EXERCISE DETAILS >> From the records below, find each line with the string "PLAATJIES" and copy it.

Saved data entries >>

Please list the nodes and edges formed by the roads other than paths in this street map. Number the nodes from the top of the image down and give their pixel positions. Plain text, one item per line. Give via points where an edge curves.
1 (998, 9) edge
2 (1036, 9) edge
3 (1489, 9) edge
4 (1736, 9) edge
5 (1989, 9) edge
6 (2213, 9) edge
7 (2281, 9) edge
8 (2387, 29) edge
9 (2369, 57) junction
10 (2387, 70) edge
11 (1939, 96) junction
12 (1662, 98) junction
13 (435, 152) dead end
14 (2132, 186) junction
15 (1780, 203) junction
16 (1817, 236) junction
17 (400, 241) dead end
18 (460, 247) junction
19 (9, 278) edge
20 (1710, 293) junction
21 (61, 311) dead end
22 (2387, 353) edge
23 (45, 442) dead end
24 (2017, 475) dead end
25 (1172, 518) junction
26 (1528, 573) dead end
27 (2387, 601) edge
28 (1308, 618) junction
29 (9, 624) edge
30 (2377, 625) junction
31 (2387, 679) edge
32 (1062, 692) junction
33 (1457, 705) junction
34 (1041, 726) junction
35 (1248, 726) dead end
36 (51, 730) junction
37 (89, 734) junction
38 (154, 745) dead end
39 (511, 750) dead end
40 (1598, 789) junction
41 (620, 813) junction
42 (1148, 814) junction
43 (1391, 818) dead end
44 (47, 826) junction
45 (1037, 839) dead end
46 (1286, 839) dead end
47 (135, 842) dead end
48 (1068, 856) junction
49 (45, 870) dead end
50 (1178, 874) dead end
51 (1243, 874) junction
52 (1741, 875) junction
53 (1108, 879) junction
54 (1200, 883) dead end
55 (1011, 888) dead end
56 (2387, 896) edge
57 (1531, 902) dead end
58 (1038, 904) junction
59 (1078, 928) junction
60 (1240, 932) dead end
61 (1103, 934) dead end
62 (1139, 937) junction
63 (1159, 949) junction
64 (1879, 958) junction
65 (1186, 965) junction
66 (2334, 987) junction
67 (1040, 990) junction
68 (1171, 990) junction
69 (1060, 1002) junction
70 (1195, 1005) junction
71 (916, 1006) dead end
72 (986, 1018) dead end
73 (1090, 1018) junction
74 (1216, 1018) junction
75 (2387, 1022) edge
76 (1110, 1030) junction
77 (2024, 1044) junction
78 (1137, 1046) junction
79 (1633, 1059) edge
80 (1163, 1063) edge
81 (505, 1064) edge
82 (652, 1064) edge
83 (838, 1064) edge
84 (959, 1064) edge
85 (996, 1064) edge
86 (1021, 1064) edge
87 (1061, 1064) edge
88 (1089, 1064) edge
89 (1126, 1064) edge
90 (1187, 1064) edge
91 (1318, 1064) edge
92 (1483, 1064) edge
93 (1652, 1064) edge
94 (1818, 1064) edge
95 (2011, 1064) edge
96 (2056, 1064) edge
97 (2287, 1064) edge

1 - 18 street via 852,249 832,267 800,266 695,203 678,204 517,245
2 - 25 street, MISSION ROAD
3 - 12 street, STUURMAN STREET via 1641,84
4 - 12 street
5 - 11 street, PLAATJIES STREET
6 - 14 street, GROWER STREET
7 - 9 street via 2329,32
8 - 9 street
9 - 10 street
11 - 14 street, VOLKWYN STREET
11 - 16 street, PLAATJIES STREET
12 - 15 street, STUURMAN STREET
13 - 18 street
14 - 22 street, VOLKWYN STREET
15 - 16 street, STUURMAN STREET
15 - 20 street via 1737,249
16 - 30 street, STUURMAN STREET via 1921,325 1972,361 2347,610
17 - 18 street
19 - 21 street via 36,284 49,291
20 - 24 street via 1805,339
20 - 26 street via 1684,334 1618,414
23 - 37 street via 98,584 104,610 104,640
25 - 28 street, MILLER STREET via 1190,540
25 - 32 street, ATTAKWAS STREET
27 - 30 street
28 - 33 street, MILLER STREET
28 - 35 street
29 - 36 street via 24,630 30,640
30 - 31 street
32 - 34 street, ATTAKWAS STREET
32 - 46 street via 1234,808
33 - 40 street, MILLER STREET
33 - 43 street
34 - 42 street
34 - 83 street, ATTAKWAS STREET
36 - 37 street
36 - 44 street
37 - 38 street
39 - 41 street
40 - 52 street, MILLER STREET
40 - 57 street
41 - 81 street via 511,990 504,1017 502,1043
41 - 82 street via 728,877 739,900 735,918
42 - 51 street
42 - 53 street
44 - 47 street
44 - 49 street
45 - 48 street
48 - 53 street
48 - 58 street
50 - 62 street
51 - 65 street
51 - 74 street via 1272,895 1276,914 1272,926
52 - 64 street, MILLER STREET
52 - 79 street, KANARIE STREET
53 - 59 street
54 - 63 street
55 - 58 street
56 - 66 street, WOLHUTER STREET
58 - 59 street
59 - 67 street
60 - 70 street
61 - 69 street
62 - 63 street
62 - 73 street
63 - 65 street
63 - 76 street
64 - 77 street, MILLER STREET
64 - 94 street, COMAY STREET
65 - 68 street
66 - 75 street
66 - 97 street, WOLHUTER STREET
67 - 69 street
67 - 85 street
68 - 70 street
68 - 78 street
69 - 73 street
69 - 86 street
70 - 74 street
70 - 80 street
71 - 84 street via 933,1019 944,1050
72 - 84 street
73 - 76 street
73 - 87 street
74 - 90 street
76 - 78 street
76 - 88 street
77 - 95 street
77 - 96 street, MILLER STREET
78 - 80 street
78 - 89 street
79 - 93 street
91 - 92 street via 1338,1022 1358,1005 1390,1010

EXERCISE RESULT >>
5 - 11 street, PLAATJIES STREET
11 - 16 street, PLAATJIES STREET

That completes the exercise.